What the task asks. Leave out the pictures and copy each record below exactly.

Records to process.
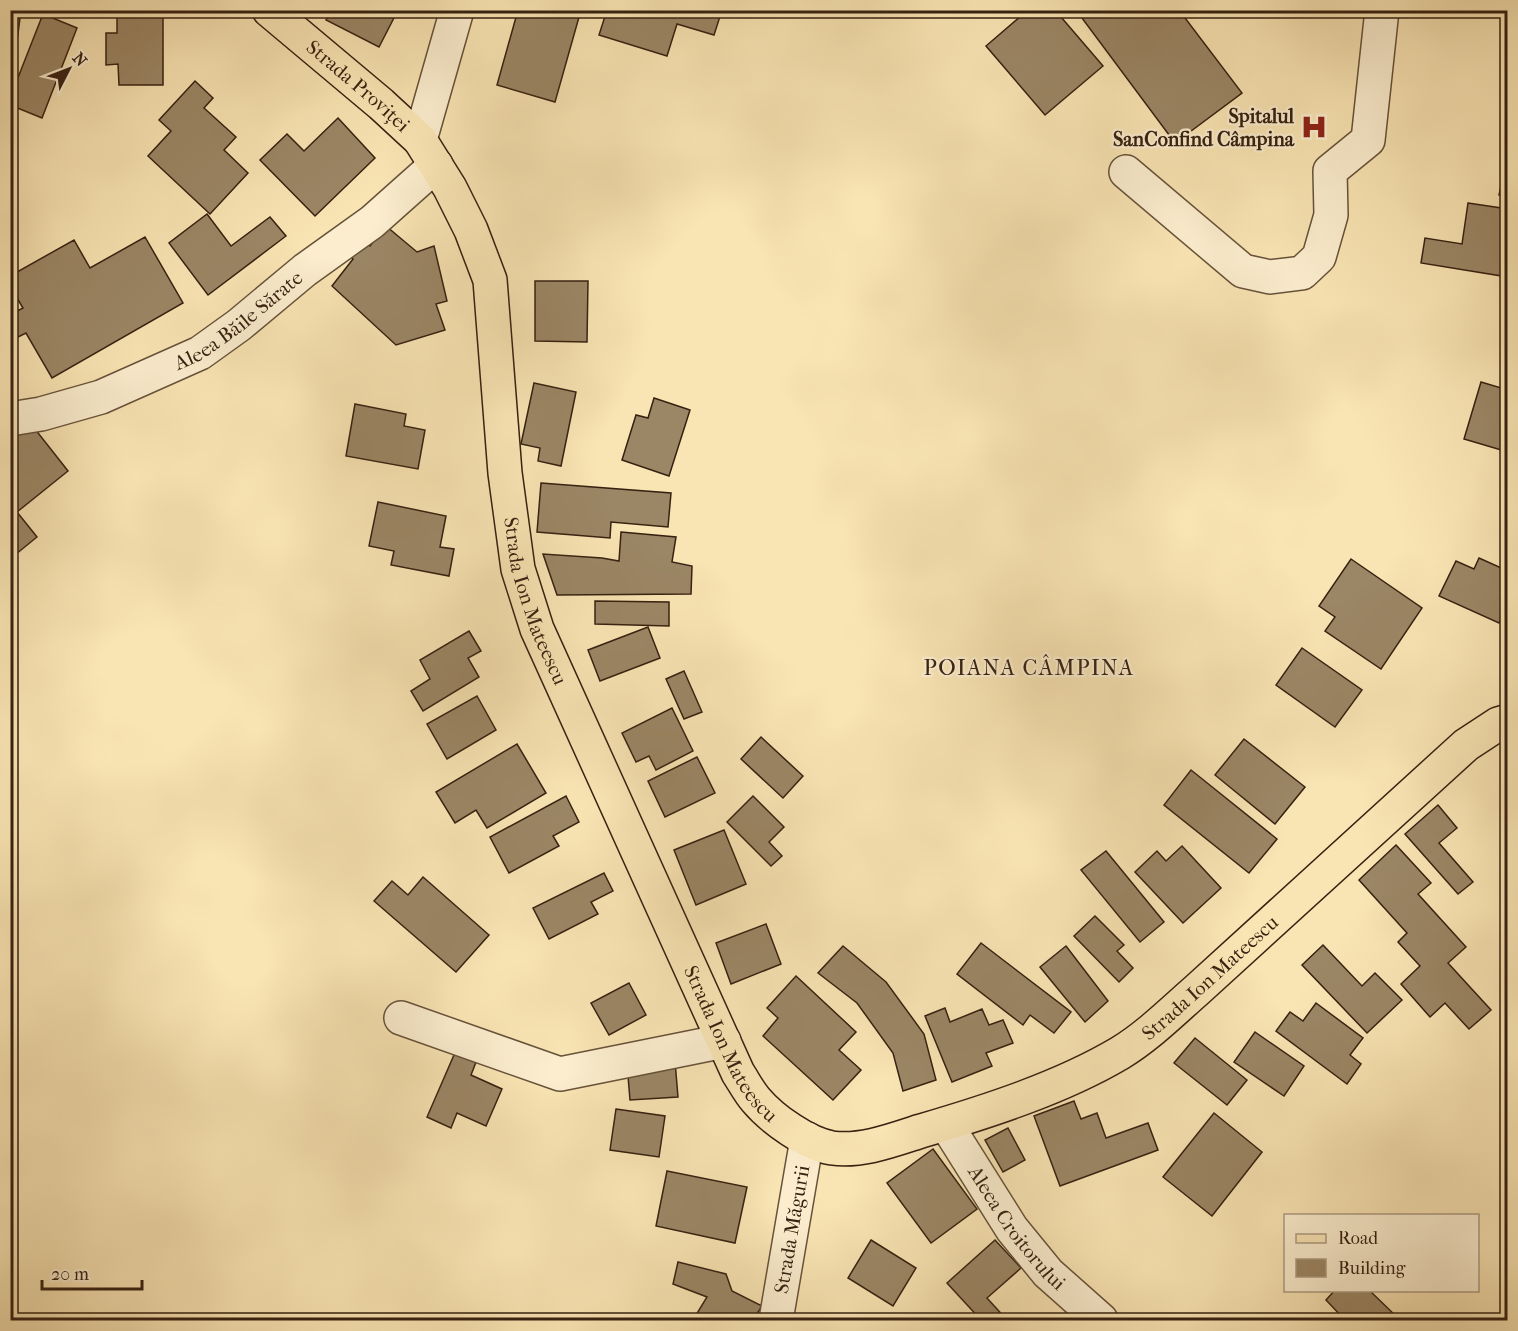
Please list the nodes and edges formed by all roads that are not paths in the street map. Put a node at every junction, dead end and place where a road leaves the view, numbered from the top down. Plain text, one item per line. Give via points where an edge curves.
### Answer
1 (269, 10) edge
2 (457, 10) edge
3 (1382, 10) edge
4 (428, 153) junction
5 (1126, 172) dead end
6 (10, 420) edge
7 (1508, 721) edge
8 (401, 1018) dead end
9 (724, 1041) junction
10 (946, 1124) junction
11 (807, 1139) junction
12 (776, 1320) edge
13 (1101, 1320) edge

1 - 4 main road, Strada Proviței via 381,104
2 - 4 street
3 - 5 street via 1368,140 1330,171 1331,215 1319,257 1302,273 1270,277 1243,271
4 - 6 street, Aleea Băile Sărate via 372,222 201,353 101,397
4 - 9 main road, Strada Ion Mateescu via 471,230 489,280 505,473 518,569 537,629
7 - 10 main road, Strada Ion Mateescu via 1466,745 1197,990 1122,1052 1052,1086
8 - 9 street via 560,1074
9 - 11 main road, Strada Ion Mateescu via 738,1074 755,1099 774,1118
10 - 11 main road, Strada Ion Mateescu via 859,1148 831,1148
10 - 13 street, Aleea Croitorului via 1012,1229 1048,1273
11 - 12 street, Strada Măgurii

Solved problem.
Please list the nodes and edges formed by all roads that are not paths in the street map. Put a node at every junction, dead end and place where a road leaves the view, numbered from the top down. Plain text, one item per line. Give via points where an edge curves.
### Answer
1 (269, 10) edge
2 (457, 10) edge
3 (1382, 10) edge
4 (428, 153) junction
5 (1126, 172) dead end
6 (10, 420) edge
7 (1508, 721) edge
8 (401, 1018) dead end
9 (724, 1041) junction
10 (946, 1124) junction
11 (807, 1139) junction
12 (776, 1320) edge
13 (1101, 1320) edge

1 - 4 main road, Strada Proviței via 381,104
2 - 4 street
3 - 5 street via 1368,140 1330,171 1331,215 1319,257 1302,273 1270,277 1243,271
4 - 6 street, Aleea Băile Sărate via 372,222 201,353 101,397
4 - 9 main road, Strada Ion Mateescu via 471,230 489,280 505,473 518,569 537,629
7 - 10 main road, Strada Ion Mateescu via 1466,745 1197,990 1122,1052 1052,1086
8 - 9 street via 560,1074
9 - 11 main road, Strada Ion Mateescu via 738,1074 755,1099 774,1118
10 - 11 main road, Strada Ion Mateescu via 859,1148 831,1148
10 - 13 street, Aleea Croitorului via 1012,1229 1048,1273
11 - 12 street, Strada Măgurii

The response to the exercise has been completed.